§ **EXERCISE INSTRUCTIONS**: What number of lines in the entries below include the string "then"? Respond with that number alone.

§ **RECORDED DATA**:
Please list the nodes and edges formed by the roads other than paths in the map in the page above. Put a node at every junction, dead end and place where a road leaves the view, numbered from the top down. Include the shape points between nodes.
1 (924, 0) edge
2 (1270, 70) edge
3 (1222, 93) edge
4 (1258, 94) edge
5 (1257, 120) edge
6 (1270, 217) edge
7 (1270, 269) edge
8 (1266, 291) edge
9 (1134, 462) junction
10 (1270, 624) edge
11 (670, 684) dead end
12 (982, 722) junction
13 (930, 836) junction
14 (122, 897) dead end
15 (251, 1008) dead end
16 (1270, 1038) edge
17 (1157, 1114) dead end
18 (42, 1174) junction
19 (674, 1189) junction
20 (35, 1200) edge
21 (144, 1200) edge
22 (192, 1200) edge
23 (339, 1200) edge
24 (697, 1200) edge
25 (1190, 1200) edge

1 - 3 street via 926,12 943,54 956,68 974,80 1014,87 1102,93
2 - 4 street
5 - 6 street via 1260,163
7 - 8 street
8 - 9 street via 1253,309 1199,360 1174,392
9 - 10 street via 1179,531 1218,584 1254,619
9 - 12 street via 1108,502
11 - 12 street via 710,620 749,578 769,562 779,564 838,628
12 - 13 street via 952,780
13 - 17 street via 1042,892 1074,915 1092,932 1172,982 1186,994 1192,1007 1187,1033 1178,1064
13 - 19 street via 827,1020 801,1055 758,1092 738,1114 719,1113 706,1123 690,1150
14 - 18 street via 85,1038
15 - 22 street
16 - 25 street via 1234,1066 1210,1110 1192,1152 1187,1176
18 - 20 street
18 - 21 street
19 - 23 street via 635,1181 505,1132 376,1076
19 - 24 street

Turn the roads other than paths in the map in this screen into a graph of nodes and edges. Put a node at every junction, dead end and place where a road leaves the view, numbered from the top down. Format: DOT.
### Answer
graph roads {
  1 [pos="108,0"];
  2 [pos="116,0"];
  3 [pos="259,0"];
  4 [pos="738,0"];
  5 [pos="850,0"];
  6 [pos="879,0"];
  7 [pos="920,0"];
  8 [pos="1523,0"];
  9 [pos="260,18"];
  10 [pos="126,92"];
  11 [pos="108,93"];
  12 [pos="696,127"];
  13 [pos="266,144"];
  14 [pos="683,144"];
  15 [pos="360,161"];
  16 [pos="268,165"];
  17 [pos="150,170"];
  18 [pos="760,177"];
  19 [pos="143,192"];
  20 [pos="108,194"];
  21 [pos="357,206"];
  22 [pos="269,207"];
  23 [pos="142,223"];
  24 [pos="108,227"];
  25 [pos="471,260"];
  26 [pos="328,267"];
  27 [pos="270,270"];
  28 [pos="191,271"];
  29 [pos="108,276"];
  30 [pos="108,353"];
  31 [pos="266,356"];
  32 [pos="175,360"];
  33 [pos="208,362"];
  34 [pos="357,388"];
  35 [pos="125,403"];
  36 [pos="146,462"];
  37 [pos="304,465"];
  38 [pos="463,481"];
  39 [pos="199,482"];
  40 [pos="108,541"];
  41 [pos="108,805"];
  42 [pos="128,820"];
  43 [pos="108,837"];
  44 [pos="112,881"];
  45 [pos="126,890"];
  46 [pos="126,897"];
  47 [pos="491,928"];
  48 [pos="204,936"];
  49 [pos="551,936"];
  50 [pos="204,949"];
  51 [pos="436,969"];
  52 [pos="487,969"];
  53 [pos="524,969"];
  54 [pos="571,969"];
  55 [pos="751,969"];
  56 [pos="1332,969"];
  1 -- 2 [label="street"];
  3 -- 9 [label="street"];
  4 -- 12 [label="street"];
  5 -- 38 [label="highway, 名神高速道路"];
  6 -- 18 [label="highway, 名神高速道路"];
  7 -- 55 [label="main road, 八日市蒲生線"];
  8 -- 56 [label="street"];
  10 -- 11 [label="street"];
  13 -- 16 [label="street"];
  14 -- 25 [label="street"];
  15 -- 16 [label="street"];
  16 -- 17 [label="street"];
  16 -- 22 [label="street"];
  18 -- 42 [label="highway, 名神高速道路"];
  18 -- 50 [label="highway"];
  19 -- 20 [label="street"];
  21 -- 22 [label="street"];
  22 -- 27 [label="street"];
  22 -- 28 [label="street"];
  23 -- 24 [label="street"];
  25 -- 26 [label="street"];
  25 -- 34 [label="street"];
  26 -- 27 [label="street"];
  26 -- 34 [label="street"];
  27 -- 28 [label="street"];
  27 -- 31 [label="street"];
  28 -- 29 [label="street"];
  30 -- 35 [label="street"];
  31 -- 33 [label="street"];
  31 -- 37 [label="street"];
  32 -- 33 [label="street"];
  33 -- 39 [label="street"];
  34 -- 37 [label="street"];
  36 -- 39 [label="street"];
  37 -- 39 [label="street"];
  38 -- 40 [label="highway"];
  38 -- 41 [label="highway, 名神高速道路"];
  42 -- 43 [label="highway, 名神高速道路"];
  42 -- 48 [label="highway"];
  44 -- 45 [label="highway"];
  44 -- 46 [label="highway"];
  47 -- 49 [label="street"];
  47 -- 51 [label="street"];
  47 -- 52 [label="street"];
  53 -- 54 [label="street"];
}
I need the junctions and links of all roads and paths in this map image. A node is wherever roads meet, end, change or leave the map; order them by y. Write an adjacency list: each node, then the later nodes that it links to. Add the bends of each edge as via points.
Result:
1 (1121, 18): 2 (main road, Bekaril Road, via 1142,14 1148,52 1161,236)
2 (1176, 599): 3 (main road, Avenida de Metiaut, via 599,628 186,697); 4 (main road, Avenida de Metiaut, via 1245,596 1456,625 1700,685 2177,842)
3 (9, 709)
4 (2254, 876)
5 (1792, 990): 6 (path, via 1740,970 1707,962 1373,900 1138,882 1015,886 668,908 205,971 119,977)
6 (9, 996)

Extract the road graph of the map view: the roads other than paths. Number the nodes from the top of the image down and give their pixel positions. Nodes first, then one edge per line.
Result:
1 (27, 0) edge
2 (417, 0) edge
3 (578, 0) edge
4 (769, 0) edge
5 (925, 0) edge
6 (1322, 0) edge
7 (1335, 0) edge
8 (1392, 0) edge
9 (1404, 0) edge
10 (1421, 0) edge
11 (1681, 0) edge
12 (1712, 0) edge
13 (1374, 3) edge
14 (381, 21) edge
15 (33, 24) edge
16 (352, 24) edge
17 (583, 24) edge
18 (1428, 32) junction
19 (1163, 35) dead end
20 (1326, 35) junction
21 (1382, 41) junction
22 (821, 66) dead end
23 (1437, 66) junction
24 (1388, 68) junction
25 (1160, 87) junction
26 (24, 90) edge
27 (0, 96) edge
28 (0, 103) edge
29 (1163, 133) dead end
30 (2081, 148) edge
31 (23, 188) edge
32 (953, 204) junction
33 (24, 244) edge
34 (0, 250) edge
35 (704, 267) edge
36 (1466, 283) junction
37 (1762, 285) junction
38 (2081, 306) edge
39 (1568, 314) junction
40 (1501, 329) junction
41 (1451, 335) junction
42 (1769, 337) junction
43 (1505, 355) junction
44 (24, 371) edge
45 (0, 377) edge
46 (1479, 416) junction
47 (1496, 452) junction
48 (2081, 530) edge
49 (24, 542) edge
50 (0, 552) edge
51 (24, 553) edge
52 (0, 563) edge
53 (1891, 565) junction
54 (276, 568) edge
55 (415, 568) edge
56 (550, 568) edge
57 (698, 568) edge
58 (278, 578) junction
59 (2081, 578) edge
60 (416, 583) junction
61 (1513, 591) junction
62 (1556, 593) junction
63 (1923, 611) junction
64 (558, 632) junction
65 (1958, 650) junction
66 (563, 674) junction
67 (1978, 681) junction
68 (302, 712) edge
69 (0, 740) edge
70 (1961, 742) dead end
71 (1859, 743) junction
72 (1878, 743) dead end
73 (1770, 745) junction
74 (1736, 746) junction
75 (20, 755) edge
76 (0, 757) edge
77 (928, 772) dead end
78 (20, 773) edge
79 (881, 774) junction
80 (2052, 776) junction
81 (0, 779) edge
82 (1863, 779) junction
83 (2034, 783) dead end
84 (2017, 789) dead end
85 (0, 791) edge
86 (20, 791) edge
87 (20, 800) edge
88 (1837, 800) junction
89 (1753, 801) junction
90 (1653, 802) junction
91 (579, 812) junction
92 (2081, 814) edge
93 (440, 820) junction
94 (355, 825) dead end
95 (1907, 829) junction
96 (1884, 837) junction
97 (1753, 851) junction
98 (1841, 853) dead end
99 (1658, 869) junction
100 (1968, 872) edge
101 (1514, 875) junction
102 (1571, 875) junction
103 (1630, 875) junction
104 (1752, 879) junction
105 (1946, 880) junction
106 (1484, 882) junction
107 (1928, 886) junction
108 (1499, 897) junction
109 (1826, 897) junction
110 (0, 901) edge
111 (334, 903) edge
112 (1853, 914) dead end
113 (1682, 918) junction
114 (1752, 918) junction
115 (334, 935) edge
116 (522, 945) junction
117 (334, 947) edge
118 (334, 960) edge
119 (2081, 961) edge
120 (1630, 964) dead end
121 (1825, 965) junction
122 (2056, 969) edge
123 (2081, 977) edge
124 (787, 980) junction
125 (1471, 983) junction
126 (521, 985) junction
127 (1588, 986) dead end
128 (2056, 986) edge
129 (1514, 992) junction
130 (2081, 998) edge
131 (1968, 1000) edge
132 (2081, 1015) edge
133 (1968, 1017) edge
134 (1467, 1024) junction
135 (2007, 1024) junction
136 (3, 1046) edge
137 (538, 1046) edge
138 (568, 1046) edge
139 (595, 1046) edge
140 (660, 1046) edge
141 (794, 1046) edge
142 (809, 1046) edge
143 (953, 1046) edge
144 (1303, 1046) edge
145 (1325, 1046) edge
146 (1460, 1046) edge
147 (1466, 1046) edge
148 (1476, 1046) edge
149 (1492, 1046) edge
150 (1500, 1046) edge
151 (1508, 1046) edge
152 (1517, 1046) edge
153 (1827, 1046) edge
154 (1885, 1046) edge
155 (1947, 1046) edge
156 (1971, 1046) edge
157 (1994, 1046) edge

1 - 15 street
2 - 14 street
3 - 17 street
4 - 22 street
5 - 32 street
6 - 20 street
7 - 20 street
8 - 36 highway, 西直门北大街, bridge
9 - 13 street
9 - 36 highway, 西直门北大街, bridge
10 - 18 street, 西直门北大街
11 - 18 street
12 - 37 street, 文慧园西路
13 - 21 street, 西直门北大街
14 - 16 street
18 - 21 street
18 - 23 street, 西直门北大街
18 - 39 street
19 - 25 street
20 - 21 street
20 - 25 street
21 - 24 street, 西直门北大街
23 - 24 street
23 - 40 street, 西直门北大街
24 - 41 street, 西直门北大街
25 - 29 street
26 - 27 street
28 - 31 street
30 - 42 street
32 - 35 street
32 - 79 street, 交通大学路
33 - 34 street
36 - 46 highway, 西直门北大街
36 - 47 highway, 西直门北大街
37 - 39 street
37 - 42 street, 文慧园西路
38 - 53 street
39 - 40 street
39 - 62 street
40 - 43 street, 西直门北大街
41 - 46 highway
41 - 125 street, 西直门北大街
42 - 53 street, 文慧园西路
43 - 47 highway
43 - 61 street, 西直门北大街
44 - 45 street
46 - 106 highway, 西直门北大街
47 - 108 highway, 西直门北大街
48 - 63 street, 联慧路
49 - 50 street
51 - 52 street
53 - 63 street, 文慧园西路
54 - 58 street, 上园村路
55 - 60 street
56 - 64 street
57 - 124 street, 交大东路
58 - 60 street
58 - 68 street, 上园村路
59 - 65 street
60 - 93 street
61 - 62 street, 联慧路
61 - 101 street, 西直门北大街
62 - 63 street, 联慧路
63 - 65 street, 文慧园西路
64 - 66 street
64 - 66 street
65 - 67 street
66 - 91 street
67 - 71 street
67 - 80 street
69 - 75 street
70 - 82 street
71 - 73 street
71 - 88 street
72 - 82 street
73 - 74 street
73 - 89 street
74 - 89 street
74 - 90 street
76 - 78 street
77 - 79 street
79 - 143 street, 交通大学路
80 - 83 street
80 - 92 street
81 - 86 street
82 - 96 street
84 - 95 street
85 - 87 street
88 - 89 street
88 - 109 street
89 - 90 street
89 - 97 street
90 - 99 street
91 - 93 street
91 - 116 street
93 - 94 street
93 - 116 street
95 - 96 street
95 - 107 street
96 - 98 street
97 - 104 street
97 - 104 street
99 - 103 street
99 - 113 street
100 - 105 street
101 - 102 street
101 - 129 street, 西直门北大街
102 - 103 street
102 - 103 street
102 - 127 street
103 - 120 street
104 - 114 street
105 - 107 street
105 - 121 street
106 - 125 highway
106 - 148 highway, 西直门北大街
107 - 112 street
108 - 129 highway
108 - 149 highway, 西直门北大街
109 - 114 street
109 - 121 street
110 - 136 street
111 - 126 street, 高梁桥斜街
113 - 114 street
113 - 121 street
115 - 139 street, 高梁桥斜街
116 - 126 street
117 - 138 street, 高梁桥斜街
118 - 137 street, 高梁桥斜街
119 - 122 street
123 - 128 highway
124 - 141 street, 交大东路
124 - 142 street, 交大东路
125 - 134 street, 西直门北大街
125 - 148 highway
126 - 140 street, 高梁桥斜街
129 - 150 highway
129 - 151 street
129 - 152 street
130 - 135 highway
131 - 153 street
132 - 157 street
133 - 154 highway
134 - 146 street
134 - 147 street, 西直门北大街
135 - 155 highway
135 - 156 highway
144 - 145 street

§ **PROBLEM SOLUTION**: 2